*Task instructions:* Please set down the listing exactly, from the first line to the last.

[[ Provided material, beginning ]]

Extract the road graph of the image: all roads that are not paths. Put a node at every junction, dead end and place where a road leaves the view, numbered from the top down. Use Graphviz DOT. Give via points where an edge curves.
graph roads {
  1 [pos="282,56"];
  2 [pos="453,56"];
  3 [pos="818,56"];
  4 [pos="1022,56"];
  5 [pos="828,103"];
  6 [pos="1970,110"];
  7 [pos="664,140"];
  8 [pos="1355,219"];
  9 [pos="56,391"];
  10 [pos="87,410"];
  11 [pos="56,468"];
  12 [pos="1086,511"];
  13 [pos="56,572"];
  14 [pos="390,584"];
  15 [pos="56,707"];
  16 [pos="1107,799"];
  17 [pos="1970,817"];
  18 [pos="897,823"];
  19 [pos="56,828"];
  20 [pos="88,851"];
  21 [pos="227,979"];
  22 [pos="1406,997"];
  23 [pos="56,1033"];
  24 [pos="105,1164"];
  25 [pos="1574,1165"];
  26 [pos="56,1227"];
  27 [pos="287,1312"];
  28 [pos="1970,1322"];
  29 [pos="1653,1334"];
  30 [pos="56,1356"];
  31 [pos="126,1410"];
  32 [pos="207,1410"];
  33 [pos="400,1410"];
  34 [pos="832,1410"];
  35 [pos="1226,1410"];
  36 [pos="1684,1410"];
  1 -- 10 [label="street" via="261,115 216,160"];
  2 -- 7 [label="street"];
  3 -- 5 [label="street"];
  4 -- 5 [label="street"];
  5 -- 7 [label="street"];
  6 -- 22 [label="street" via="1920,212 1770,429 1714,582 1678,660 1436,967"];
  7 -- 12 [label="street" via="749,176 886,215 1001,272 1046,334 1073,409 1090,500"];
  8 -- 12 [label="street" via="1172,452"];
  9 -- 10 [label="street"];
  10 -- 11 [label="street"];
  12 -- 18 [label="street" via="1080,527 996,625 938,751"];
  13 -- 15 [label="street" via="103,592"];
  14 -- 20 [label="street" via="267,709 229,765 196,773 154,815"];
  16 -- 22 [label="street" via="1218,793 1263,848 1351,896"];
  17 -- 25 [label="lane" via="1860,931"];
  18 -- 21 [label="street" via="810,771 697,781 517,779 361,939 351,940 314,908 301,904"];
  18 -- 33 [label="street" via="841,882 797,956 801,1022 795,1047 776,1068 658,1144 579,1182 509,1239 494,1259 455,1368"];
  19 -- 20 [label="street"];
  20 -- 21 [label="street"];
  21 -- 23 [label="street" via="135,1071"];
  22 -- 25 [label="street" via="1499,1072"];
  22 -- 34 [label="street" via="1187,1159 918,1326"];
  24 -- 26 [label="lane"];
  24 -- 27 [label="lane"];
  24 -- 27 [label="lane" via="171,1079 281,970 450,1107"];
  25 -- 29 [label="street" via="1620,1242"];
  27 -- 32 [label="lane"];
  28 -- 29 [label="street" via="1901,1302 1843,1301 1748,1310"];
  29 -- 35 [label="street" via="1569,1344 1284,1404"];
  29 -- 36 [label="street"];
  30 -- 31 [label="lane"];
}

[[ Provided material, end ]]

*Answer to the exercise:*
Extract the road graph of the image: all roads that are not paths. Put a node at every junction, dead end and place where a road leaves the view, numbered from the top down. Use Graphviz DOT. Give via points where an edge curves.
graph roads {
  1 [pos="282,56"];
  2 [pos="453,56"];
  3 [pos="818,56"];
  4 [pos="1022,56"];
  5 [pos="828,103"];
  6 [pos="1970,110"];
  7 [pos="664,140"];
  8 [pos="1355,219"];
  9 [pos="56,391"];
  10 [pos="87,410"];
  11 [pos="56,468"];
  12 [pos="1086,511"];
  13 [pos="56,572"];
  14 [pos="390,584"];
  15 [pos="56,707"];
  16 [pos="1107,799"];
  17 [pos="1970,817"];
  18 [pos="897,823"];
  19 [pos="56,828"];
  20 [pos="88,851"];
  21 [pos="227,979"];
  22 [pos="1406,997"];
  23 [pos="56,1033"];
  24 [pos="105,1164"];
  25 [pos="1574,1165"];
  26 [pos="56,1227"];
  27 [pos="287,1312"];
  28 [pos="1970,1322"];
  29 [pos="1653,1334"];
  30 [pos="56,1356"];
  31 [pos="126,1410"];
  32 [pos="207,1410"];
  33 [pos="400,1410"];
  34 [pos="832,1410"];
  35 [pos="1226,1410"];
  36 [pos="1684,1410"];
  1 -- 10 [label="street" via="261,115 216,160"];
  2 -- 7 [label="street"];
  3 -- 5 [label="street"];
  4 -- 5 [label="street"];
  5 -- 7 [label="street"];
  6 -- 22 [label="street" via="1920,212 1770,429 1714,582 1678,660 1436,967"];
  7 -- 12 [label="street" via="749,176 886,215 1001,272 1046,334 1073,409 1090,500"];
  8 -- 12 [label="street" via="1172,452"];
  9 -- 10 [label="street"];
  10 -- 11 [label="street"];
  12 -- 18 [label="street" via="1080,527 996,625 938,751"];
  13 -- 15 [label="street" via="103,592"];
  14 -- 20 [label="street" via="267,709 229,765 196,773 154,815"];
  16 -- 22 [label="street" via="1218,793 1263,848 1351,896"];
  17 -- 25 [label="lane" via="1860,931"];
  18 -- 21 [label="street" via="810,771 697,781 517,779 361,939 351,940 314,908 301,904"];
  18 -- 33 [label="street" via="841,882 797,956 801,1022 795,1047 776,1068 658,1144 579,1182 509,1239 494,1259 455,1368"];
  19 -- 20 [label="street"];
  20 -- 21 [label="street"];
  21 -- 23 [label="street" via="135,1071"];
  22 -- 25 [label="street" via="1499,1072"];
  22 -- 34 [label="street" via="1187,1159 918,1326"];
  24 -- 26 [label="lane"];
  24 -- 27 [label="lane"];
  24 -- 27 [label="lane" via="171,1079 281,970 450,1107"];
  25 -- 29 [label="street" via="1620,1242"];
  27 -- 32 [label="lane"];
  28 -- 29 [label="street" via="1901,1302 1843,1301 1748,1310"];
  29 -- 35 [label="street" via="1569,1344 1284,1404"];
  29 -- 36 [label="street"];
  30 -- 31 [label="lane"];
}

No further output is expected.